We are supposed to have blizzard like weather today. It is raining, mixed with snow. I do have to go out, so, let's hope it waits til I get home. Not comfortable driving in this kind of weather.
Husband is about the same. Confusion abounds. Total confusion. Not retaining anything. "The look" haunts me. I do not like to look at his face anymore. It's the face of a stranger. He doesn't look the same. He's gone, really gone. Another reality slap. He does however, seem more comfortable now that I'm on the road to recovery.
One week to go and I can breathe easier. I have never dreaded Christmas the way I do this year. Reading other Blogs as I do, the holidays in those houses are happy, filled with cheer, looking forward to the new year. My new year will probably consist of the death of my husband and the loss my children and I will have. So, no, I just don't have it in me. I smile when out and about, faking it all the way. But, when I come here each morning, my heart speaks.

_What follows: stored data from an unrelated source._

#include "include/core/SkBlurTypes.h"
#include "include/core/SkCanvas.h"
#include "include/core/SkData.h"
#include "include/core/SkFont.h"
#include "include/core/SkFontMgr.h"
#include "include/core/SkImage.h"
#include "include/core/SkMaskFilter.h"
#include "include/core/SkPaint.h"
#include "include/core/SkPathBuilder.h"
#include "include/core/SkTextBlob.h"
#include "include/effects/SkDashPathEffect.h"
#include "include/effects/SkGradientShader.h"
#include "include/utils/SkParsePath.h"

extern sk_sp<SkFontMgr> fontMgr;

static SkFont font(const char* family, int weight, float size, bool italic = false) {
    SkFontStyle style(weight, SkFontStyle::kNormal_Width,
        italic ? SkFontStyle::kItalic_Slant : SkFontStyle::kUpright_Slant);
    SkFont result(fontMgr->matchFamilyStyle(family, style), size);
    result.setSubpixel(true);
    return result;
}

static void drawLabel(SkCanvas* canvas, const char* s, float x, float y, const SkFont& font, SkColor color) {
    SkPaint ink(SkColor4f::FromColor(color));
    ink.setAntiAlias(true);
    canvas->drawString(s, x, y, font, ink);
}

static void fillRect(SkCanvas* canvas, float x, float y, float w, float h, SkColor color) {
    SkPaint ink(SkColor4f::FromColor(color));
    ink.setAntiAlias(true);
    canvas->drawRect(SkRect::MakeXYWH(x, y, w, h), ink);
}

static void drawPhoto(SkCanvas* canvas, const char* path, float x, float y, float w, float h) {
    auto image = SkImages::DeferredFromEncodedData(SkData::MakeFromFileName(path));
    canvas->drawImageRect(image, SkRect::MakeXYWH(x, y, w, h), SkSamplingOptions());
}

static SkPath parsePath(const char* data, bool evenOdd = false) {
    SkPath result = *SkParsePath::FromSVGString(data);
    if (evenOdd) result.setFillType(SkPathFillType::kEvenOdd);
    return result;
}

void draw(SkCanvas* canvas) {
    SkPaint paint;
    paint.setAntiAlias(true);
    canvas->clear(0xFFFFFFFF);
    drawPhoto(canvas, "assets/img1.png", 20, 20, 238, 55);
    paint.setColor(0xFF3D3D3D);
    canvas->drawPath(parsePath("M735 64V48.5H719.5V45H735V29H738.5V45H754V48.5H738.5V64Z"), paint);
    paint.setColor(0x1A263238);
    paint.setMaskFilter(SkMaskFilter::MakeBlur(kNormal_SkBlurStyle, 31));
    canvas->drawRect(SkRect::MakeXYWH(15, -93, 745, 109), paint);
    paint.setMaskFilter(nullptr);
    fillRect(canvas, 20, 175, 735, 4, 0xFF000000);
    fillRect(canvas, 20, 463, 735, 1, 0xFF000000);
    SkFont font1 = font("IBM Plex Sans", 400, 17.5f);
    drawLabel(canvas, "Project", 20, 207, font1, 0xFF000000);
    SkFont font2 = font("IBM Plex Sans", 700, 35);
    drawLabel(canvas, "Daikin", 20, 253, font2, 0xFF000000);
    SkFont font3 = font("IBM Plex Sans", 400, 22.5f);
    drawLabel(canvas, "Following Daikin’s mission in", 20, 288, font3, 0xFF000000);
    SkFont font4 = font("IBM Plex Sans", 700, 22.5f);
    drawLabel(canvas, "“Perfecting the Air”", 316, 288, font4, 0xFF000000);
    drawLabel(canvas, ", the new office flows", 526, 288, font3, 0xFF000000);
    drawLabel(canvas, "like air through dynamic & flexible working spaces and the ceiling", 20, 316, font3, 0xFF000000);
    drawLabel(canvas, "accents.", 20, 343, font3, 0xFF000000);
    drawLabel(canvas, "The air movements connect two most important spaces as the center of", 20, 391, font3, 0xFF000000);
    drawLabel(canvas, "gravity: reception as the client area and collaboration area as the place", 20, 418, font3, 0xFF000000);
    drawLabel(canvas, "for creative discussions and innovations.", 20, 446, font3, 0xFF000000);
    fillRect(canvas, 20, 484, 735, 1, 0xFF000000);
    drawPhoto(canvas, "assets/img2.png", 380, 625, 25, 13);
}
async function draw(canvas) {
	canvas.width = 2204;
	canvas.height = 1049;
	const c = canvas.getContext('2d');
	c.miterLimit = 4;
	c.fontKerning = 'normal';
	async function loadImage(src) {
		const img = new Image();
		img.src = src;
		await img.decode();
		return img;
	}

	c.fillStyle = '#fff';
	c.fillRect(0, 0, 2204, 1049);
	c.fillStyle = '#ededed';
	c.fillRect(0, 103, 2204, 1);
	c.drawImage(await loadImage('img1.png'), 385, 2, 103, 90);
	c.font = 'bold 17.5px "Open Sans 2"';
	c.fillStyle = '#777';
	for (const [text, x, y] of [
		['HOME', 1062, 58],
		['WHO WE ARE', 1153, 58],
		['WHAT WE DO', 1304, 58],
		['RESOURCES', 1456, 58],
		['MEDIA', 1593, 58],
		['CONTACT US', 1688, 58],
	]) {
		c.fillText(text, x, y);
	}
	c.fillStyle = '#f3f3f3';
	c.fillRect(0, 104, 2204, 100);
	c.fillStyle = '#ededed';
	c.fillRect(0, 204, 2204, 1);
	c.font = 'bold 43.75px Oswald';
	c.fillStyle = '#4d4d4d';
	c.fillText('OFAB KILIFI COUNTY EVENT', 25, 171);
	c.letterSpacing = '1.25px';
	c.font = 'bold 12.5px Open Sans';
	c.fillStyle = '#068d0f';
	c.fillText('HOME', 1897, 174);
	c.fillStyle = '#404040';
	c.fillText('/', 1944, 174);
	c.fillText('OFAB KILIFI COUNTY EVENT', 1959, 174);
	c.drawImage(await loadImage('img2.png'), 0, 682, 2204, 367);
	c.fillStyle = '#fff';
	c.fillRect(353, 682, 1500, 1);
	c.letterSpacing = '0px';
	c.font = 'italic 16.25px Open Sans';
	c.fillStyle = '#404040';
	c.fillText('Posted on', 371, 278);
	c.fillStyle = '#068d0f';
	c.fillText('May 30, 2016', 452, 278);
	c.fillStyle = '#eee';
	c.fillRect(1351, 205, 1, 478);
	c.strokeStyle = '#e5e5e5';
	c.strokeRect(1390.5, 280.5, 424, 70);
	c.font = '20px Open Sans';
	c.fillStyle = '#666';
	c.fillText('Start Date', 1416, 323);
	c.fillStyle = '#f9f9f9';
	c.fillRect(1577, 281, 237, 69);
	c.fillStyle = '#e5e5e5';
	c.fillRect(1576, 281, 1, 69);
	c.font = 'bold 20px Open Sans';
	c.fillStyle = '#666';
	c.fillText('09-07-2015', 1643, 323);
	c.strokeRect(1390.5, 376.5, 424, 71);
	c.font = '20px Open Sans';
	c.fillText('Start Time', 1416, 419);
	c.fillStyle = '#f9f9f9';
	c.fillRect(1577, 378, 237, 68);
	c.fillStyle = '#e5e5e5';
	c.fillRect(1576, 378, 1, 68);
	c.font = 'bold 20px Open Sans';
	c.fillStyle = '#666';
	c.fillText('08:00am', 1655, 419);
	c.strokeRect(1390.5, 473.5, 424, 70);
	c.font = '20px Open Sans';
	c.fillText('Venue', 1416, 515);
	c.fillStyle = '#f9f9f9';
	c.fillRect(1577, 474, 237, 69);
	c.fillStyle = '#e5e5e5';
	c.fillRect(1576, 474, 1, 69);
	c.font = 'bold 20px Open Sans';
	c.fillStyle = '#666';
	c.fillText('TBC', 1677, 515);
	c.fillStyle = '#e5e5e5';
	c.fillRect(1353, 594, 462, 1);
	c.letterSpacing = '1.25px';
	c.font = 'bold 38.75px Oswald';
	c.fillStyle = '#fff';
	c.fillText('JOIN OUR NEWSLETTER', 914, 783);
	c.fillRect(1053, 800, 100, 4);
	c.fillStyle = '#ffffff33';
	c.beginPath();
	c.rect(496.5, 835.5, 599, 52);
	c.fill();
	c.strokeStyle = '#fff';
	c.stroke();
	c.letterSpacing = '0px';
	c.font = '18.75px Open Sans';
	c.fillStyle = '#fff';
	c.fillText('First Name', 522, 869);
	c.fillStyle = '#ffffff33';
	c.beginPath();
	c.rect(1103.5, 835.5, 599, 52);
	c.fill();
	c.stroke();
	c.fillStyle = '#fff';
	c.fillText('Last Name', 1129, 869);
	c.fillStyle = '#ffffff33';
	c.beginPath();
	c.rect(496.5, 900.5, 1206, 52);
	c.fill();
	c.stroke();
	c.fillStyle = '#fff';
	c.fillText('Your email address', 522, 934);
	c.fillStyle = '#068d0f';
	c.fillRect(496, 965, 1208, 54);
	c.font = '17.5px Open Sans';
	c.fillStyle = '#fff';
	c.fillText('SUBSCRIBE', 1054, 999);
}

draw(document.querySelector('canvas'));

I am however, looking forward to Christmas dinner. The kids, or most of them will be here. I love cooking for my family. It will be bright and cheery.

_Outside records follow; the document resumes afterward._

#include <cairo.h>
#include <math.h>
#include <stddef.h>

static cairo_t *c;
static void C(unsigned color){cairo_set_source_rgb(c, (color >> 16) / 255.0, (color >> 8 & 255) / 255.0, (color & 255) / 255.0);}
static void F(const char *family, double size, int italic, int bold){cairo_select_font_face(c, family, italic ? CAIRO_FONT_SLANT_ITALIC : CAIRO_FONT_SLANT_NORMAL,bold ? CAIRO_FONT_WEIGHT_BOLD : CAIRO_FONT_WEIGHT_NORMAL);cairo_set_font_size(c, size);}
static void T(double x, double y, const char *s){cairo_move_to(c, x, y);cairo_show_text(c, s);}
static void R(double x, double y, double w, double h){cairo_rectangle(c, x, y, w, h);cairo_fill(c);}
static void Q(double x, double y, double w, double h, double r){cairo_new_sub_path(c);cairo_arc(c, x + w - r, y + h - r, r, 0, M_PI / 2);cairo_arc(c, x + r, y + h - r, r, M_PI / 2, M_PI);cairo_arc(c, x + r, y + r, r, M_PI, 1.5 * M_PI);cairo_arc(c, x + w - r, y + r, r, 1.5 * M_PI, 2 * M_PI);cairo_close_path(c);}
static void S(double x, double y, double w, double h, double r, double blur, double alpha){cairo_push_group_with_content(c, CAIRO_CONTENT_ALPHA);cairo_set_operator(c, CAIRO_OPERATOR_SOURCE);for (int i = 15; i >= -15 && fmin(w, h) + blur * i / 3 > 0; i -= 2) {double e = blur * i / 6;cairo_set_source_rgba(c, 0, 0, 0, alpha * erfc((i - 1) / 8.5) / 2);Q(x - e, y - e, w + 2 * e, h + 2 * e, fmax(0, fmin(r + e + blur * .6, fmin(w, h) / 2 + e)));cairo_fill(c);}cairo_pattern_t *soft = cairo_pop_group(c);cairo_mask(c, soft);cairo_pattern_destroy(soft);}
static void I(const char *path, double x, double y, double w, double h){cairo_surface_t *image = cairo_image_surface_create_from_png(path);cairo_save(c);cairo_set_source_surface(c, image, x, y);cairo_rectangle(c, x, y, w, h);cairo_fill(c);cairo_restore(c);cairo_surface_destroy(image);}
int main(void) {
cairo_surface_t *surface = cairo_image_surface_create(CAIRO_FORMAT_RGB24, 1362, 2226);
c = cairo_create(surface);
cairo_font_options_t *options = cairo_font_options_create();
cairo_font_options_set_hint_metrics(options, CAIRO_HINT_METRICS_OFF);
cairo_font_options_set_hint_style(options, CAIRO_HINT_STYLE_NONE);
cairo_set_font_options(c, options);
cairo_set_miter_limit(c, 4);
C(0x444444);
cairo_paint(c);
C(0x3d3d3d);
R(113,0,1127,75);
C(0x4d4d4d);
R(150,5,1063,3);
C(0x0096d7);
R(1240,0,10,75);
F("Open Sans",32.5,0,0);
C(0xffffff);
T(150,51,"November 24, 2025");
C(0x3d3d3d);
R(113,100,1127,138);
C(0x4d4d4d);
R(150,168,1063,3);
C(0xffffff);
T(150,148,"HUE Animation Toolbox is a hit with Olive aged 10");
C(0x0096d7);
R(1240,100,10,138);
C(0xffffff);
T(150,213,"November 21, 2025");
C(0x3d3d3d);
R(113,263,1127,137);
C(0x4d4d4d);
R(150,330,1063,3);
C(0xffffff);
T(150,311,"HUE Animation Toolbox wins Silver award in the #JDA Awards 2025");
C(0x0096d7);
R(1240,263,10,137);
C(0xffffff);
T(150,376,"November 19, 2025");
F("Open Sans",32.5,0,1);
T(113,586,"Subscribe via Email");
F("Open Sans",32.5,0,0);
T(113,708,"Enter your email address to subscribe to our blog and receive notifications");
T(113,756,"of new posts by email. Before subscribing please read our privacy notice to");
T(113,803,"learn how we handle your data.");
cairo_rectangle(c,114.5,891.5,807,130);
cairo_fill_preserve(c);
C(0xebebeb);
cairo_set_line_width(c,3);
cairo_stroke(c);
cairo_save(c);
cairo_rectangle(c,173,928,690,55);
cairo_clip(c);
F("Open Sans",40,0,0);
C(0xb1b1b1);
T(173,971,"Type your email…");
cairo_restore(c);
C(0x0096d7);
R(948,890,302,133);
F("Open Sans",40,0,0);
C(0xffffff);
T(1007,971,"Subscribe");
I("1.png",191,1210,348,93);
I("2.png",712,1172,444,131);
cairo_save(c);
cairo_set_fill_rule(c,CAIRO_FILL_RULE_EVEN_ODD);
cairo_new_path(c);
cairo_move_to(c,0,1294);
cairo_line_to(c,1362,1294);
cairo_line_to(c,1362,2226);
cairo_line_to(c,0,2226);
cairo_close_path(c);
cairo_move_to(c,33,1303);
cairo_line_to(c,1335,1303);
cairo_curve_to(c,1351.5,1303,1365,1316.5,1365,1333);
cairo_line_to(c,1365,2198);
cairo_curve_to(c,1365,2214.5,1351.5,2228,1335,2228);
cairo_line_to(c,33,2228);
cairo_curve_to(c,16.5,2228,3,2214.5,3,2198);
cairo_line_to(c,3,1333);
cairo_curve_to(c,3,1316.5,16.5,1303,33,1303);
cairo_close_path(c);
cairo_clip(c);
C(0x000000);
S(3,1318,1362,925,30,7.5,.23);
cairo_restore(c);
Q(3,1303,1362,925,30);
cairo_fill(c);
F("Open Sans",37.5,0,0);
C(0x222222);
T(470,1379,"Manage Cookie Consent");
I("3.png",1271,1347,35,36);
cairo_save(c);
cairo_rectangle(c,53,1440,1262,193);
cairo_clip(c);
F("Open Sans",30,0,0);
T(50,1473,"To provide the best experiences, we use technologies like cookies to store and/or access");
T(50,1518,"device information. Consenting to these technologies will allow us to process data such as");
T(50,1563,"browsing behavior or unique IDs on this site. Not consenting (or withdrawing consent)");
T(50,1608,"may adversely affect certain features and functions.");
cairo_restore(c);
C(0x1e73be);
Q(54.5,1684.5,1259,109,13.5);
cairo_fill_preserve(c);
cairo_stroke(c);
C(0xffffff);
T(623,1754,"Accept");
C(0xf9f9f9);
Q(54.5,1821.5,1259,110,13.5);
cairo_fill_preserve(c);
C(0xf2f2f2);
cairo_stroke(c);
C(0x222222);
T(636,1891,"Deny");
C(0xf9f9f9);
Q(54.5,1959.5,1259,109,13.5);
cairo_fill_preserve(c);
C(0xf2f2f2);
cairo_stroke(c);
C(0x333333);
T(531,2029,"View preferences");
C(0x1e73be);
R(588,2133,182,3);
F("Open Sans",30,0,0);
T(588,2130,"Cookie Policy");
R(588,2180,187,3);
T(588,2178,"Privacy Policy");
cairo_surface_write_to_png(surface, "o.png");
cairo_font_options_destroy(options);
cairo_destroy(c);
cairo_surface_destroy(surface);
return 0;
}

The day after Christmas, Jack flies to Arizona. For his Christmas gift, Tish & Jace bought him a ticket. He will spend one week with them. He is looking forward to that. I know he will have a great time. I am excited for him. I hope he comes back refreshed.
So, onto a new day. It does look cozy in my house. The grey skies, the rain mixed with snow outside, the lights on the Christmas tree, I like that. It is warm in my house, freezing outside. I just wish the warmness would warm my heart. Today, my prayers will be for God to warm my heart. I hate feeling this way. I want to be happy like everyone else.
Today, for the first time, I am going to ask, "Why"?